Re: Modelling objects with variable number of properties in an RDBMS
Date: 2 Nov 2005 08:31:40 -0800
Roy Hann wrote:
> "vc" <boston103_at_hotmail.com> wrote in message
> > I gave you a reason why someone might be forced into using EAV to which
> > you gave a smart-alecky response.
> I had intended it to be a mildly witty way of expressing an important point.
> I didn't realize it might seem to lack proper gravity.
> > That was tried and rejected primarily for performance reasons. The EAV
> > approach turned out to be faster and various SQL queries turned out to
> > be simpler in comparison to trying to combine results from multiple
> > tables representing a single entity.
> We weren't discussing performance, but I'll let that pass.
> I find both claims quite astonishing.
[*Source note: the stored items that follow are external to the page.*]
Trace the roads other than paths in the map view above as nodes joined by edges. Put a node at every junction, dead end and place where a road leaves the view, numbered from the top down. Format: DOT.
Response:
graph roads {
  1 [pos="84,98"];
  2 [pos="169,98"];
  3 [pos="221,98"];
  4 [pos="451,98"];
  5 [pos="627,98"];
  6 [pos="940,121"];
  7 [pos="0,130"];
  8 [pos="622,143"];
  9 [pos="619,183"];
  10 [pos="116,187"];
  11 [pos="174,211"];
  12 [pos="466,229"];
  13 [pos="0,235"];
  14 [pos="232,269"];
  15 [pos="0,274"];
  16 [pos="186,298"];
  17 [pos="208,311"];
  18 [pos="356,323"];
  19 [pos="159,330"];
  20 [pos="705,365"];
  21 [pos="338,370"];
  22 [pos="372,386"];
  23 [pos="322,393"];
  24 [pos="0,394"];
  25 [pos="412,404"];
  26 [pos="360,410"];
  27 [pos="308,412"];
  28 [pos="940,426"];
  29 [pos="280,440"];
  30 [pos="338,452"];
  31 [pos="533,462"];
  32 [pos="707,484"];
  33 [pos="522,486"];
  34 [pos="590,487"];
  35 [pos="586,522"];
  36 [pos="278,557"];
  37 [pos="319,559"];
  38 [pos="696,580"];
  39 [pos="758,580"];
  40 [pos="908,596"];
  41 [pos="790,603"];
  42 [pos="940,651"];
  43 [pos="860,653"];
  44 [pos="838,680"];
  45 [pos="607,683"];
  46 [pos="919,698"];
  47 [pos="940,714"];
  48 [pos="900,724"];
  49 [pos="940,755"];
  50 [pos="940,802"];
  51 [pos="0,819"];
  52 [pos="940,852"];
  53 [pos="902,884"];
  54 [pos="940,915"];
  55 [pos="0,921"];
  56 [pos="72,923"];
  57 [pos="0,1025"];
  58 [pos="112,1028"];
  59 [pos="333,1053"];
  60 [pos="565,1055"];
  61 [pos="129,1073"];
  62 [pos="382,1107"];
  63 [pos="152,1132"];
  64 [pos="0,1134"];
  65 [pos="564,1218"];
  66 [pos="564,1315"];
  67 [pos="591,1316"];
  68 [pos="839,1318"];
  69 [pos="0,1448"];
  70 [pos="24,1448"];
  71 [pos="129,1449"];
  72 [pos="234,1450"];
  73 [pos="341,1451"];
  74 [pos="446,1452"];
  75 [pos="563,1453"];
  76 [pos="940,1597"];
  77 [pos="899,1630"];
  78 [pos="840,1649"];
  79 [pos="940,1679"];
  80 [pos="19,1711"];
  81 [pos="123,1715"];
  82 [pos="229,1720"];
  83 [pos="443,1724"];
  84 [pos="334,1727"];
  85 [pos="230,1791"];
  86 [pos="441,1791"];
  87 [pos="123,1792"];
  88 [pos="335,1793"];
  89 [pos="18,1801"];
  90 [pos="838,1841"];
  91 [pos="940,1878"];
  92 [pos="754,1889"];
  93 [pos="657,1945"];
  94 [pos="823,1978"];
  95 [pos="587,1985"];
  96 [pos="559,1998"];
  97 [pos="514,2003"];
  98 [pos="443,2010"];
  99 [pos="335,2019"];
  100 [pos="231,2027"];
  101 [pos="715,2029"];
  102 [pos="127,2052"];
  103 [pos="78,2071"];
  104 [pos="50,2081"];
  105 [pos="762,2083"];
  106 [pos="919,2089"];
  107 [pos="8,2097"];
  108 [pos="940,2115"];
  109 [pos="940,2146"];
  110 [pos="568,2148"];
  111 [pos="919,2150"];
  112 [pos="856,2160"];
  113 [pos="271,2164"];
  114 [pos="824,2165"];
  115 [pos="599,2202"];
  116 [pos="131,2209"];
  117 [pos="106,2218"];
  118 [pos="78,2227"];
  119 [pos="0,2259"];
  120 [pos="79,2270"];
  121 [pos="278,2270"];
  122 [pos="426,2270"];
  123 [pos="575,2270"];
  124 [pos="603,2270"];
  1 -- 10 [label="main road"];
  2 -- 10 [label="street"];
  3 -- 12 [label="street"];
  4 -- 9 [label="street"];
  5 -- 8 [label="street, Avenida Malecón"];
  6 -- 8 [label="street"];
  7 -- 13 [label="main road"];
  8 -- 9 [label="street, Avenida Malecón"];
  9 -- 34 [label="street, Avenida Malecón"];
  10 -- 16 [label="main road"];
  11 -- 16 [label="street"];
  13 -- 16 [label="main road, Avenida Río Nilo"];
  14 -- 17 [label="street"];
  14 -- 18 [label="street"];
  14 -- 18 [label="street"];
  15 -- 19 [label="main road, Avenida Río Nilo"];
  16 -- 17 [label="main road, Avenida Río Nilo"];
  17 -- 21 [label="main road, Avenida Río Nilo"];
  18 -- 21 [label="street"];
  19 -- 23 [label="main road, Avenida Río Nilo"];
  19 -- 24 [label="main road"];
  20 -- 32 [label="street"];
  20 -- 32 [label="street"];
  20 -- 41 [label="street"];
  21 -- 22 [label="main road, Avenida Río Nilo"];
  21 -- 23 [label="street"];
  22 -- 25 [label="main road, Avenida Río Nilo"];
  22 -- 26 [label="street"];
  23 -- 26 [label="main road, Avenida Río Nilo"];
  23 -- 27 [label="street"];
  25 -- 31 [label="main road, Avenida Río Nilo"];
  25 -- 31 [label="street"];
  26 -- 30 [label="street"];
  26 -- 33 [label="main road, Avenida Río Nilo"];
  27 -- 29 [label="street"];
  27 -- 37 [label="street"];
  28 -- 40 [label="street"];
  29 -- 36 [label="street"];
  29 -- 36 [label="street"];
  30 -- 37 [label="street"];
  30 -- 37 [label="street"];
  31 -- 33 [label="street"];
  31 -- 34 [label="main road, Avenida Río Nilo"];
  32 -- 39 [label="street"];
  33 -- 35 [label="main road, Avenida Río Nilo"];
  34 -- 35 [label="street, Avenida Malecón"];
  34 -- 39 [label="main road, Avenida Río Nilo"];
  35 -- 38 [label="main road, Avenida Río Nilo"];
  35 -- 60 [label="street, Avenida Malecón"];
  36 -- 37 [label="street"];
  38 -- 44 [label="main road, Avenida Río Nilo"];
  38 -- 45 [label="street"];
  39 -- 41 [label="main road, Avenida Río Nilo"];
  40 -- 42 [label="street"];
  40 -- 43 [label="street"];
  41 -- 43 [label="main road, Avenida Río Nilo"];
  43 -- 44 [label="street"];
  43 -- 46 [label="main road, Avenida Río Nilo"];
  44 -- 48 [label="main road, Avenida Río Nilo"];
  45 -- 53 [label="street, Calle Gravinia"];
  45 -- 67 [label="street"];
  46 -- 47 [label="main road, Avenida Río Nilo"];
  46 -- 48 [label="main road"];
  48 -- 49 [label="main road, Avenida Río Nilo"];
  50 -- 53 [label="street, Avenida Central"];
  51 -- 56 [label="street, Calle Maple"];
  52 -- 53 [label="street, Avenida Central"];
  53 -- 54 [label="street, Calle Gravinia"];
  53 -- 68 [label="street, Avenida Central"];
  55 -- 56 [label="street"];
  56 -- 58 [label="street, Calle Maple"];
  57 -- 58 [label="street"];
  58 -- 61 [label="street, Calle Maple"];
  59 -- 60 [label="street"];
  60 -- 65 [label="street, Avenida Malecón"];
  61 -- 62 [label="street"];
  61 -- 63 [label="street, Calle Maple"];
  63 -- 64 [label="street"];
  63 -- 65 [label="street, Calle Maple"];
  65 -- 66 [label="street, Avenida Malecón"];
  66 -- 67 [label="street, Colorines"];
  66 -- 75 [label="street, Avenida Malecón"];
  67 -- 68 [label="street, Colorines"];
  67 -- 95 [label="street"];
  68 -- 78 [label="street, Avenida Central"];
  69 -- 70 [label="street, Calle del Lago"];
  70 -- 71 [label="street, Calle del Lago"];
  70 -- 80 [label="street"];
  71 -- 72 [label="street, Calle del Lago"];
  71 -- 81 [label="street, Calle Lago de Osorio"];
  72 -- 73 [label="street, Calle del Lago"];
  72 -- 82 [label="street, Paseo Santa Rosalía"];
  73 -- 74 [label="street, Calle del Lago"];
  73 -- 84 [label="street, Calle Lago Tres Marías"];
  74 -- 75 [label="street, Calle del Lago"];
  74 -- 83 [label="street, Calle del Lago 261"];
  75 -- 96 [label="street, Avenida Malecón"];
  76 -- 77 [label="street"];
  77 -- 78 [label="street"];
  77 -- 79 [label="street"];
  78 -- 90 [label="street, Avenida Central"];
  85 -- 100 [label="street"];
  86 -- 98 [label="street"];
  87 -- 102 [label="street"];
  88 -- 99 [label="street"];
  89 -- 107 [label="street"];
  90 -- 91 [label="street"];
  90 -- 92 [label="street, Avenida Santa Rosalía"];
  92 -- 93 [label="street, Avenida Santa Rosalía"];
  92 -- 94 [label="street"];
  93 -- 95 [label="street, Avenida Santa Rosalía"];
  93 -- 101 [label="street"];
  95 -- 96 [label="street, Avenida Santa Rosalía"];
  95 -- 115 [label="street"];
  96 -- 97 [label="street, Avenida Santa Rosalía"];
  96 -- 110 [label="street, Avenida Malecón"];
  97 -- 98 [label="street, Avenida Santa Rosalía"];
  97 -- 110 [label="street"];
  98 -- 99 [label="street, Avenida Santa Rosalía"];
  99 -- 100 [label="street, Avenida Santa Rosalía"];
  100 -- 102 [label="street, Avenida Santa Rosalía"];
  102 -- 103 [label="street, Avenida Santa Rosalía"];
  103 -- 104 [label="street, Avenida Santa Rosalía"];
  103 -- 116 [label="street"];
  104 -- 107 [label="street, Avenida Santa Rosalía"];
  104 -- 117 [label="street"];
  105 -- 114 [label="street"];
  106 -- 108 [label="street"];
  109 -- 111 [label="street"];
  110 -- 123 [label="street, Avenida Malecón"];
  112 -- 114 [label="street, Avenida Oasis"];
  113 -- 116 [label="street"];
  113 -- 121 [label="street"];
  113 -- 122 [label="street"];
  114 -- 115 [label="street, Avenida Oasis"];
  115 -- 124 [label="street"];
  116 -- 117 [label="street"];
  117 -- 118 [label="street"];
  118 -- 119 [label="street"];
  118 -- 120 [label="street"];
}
That is entirely contrary to what I
> would expect. Evidently it was contrary to what they expected too since you
> say they tried one of my suggestions. Since it seems we agree that wasn't
> the expected outcome that makes it an extraordinary claim.
OK, a SQL Server row can be 8K long maximum. Say, a drug formula is a relation like (some_stable_info_about 2K long, ~5000-6000_lab_data_results). The SQL Server row can be 8K long maximum which leaves room for 750 double precision columns for storing trial results. In a multi-table, approach it would amount to 8 tables partitioned horizontally, by attribute subsets. A simple request like select formulas for a given date with drug trial parameters in some given ranges can be expressed as a single SQL statement with an EAV table and would require 8 unions, or thereabout, with multiple tables. The optimizer could not build an access plan with acceptable performance with the multiple table approach. Joins complicated the problem even more.
Additionally, on a daily basis, about a dozen or more drug trial parameters were added or dropped from consideration which would mean potentially modifying all the 9 tables with DDL statements. Clearly, it creates a severe maintenance headache.
> An extraordinary claim always requires extraordinary proof and I think it is
> quite reasonable for me to remain skeptical about this until the evidence
> makes it perverse of me to go on denying it. I can be persuaded by
> evidence. Can you provide full details?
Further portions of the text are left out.